*** Opening of SUPPLIED ENTRIES ***

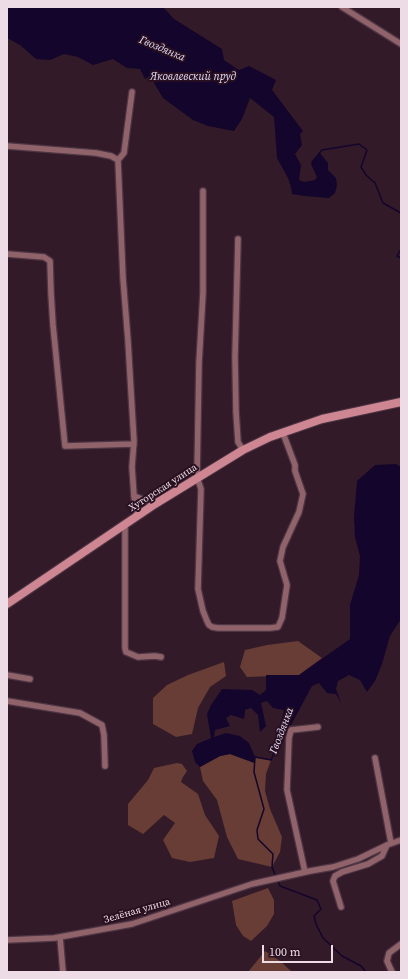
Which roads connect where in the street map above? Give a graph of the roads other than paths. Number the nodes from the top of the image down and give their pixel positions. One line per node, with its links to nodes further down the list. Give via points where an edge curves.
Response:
1 (342, 7): 2 (street)
2 (401, 44)
3 (132, 92): 5 (street, via 124,153)
4 (7, 146): 5 (street, via 96,153)
5 (118, 160): 11 (street, via 122,278)
6 (203, 191): 13 (street, via 203,293)
7 (238, 239): 12 (street, via 236,412 238,442)
8 (7, 254): 11 (street, via 50,261 50,293 65,446)
9 (401, 402): 10 (main road, Хуторская улица, via 322,419)
10 (283, 433): 12 (main road, Хуторская улица); 13 (street, via 303,494 299,512 283,547 280,561 287,585 282,618 278,627 218,628 209,625 198,590 201,490)
11 (134, 444): 14 (street)
12 (243, 450): 13 (main road, Хуторская улица)
13 (197, 477): 15 (main road, Хуторская улица)
14 (134, 496): 15 (street); 16 (street)
15 (155, 504): 16 (main road, Хуторская улица)
16 (137, 517): 17 (main road, Хуторская улица)
17 (125, 525): 18 (main road, Хуторская улица); 19 (street, via 126,652 138,657)
18 (7, 604)
19 (161, 657)
20 (7, 675): 21 (street)
21 (30, 679)
22 (7, 702): 25 (street, via 80,713 102,725)
23 (318, 727): 28 (street, via 291,730 289,738 287,790)
24 (375, 758): 27 (street)
25 (105, 766)
26 (401, 840): 27 (street, Зелёная улица)
27 (389, 844): 28 (street, Зелёная улица, via 358,860); 29 (street, via 382,856 335,876 332,881)
28 (305, 872): 30 (street, Зелёная улица, via 234,890 132,924)
29 (341, 907)
30 (60, 937): 31 (street, Зелёная улица); 33 (street)
31 (7, 940)
32 (401, 944): 34 (street, via 389,953 387,961)
33 (63, 972)
34 (392, 972)

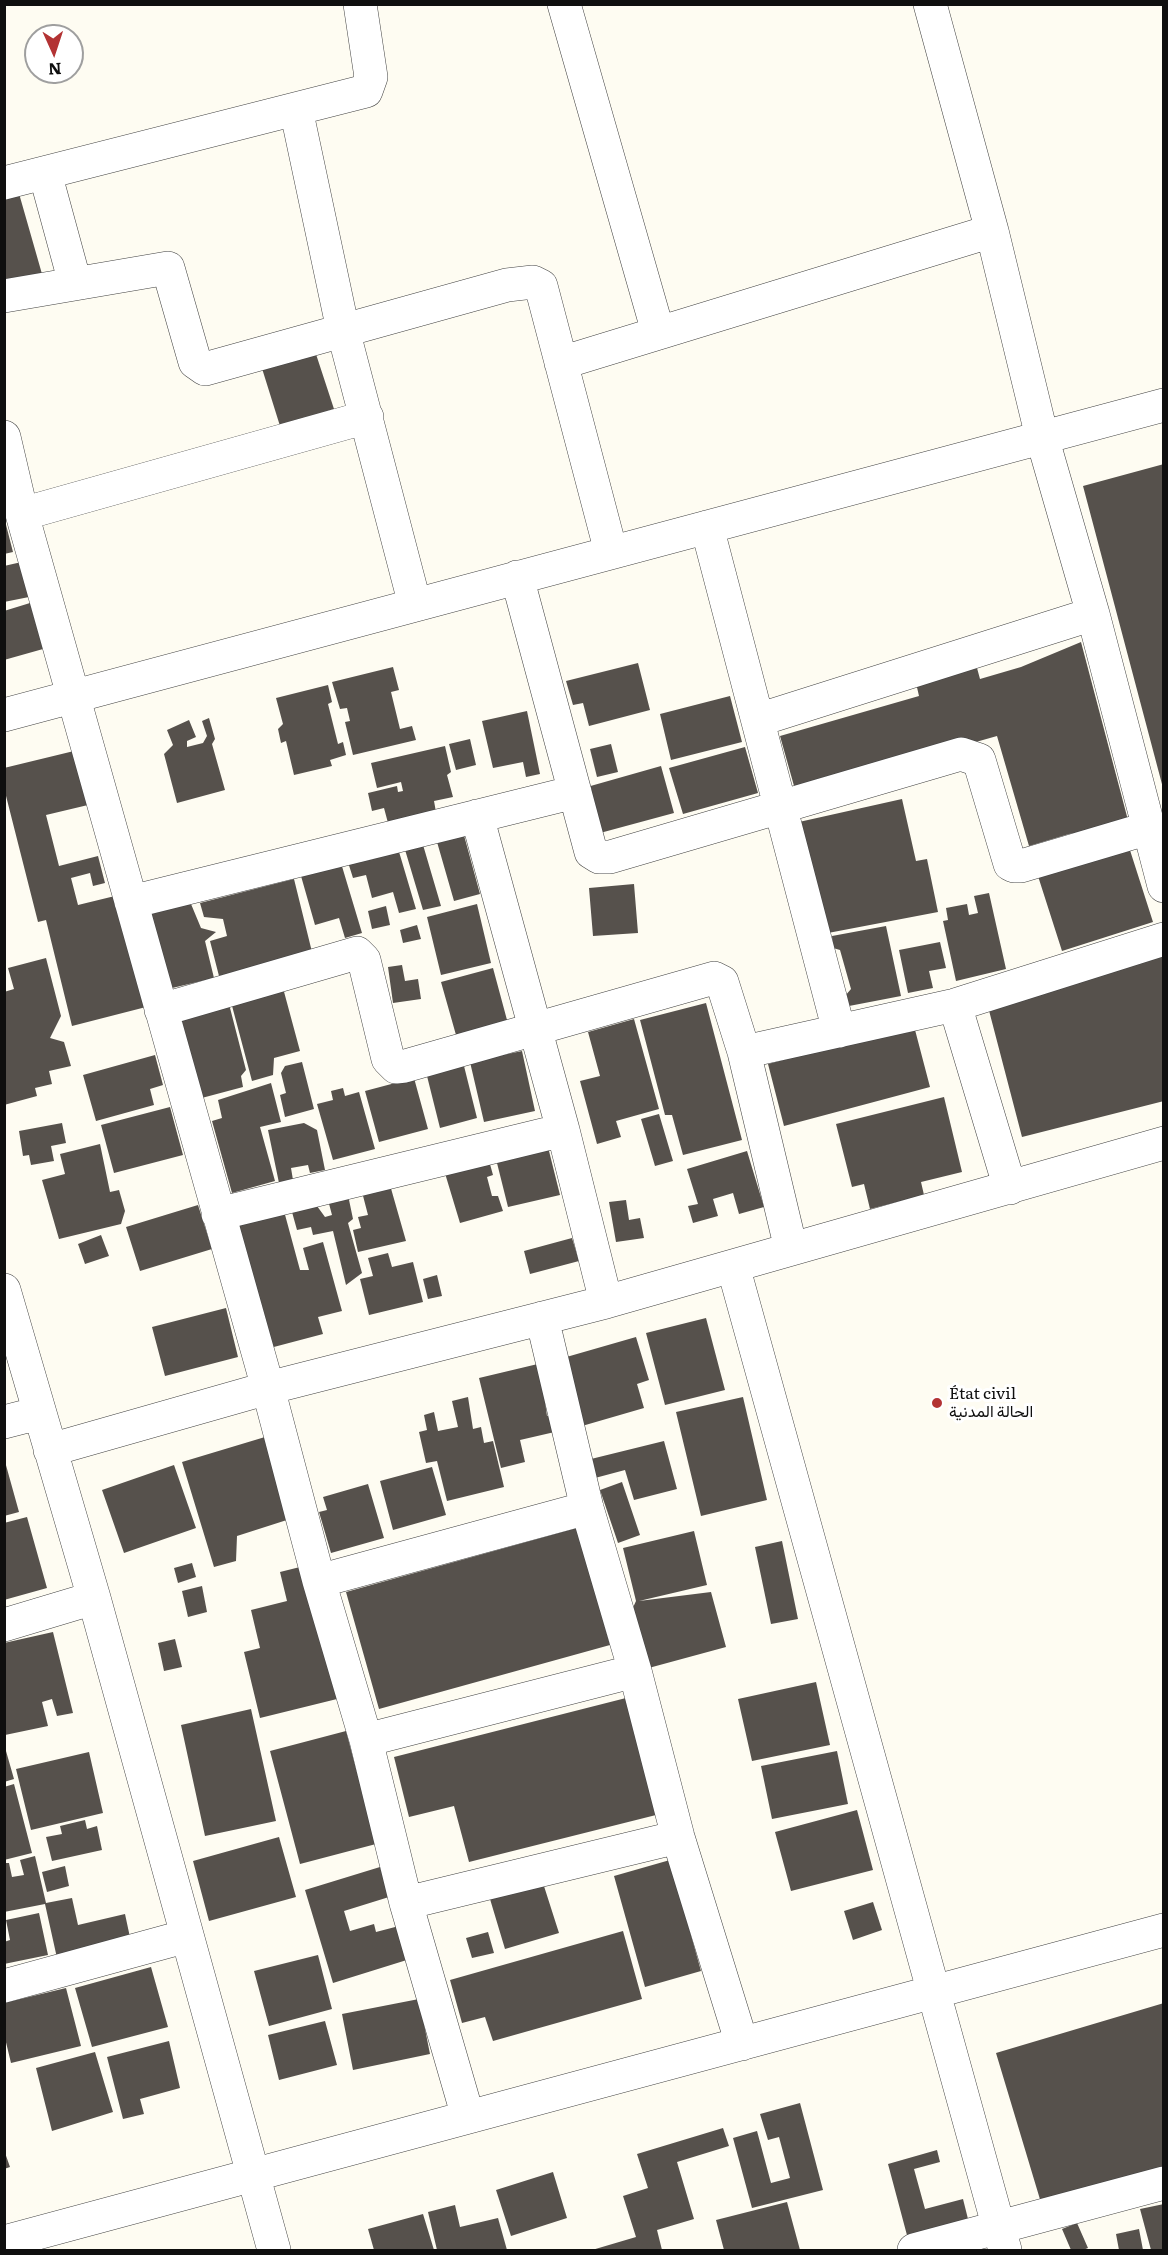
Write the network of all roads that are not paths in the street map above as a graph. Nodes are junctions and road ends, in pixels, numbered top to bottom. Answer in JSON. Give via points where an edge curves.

*** Close of SUPPLIED ENTRIES ***

→ WHAT YOU ARE ASKED TO DO: Write the entries out in full and exactly, omitting every picture.

→ SOLUTION TO THIS PROBLEM:
Which roads connect where in the street map above? Give a graph of the roads other than paths. Number the nodes from the top of the image down and give their pixel positions. One line per node, with its links to nodes further down the list. Give via points where an edge curves.
Response:
1 (342, 7): 2 (street)
2 (401, 44)
3 (132, 92): 5 (street, via 124,153)
4 (7, 146): 5 (street, via 96,153)
5 (118, 160): 11 (street, via 122,278)
6 (203, 191): 13 (street, via 203,293)
7 (238, 239): 12 (street, via 236,412 238,442)
8 (7, 254): 11 (street, via 50,261 50,293 65,446)
9 (401, 402): 10 (main road, Хуторская улица, via 322,419)
10 (283, 433): 12 (main road, Хуторская улица); 13 (street, via 303,494 299,512 283,547 280,561 287,585 282,618 278,627 218,628 209,625 198,590 201,490)
11 (134, 444): 14 (street)
12 (243, 450): 13 (main road, Хуторская улица)
13 (197, 477): 15 (main road, Хуторская улица)
14 (134, 496): 15 (street); 16 (street)
15 (155, 504): 16 (main road, Хуторская улица)
16 (137, 517): 17 (main road, Хуторская улица)
17 (125, 525): 18 (main road, Хуторская улица); 19 (street, via 126,652 138,657)
18 (7, 604)
19 (161, 657)
20 (7, 675): 21 (street)
21 (30, 679)
22 (7, 702): 25 (street, via 80,713 102,725)
23 (318, 727): 28 (street, via 291,730 289,738 287,790)
24 (375, 758): 27 (street)
25 (105, 766)
26 (401, 840): 27 (street, Зелёная улица)
27 (389, 844): 28 (street, Зелёная улица, via 358,860); 29 (street, via 382,856 335,876 332,881)
28 (305, 872): 30 (street, Зелёная улица, via 234,890 132,924)
29 (341, 907)
30 (60, 937): 31 (street, Зелёная улица); 33 (street)
31 (7, 940)
32 (401, 944): 34 (street, via 389,953 387,961)
33 (63, 972)
34 (392, 972)

Write the network of all roads that are not paths in the street map above as a graph. Nodes are junctions and road ends, in pixels, numbered top to bottom. Answer in JSON. Give via points where an edge curves.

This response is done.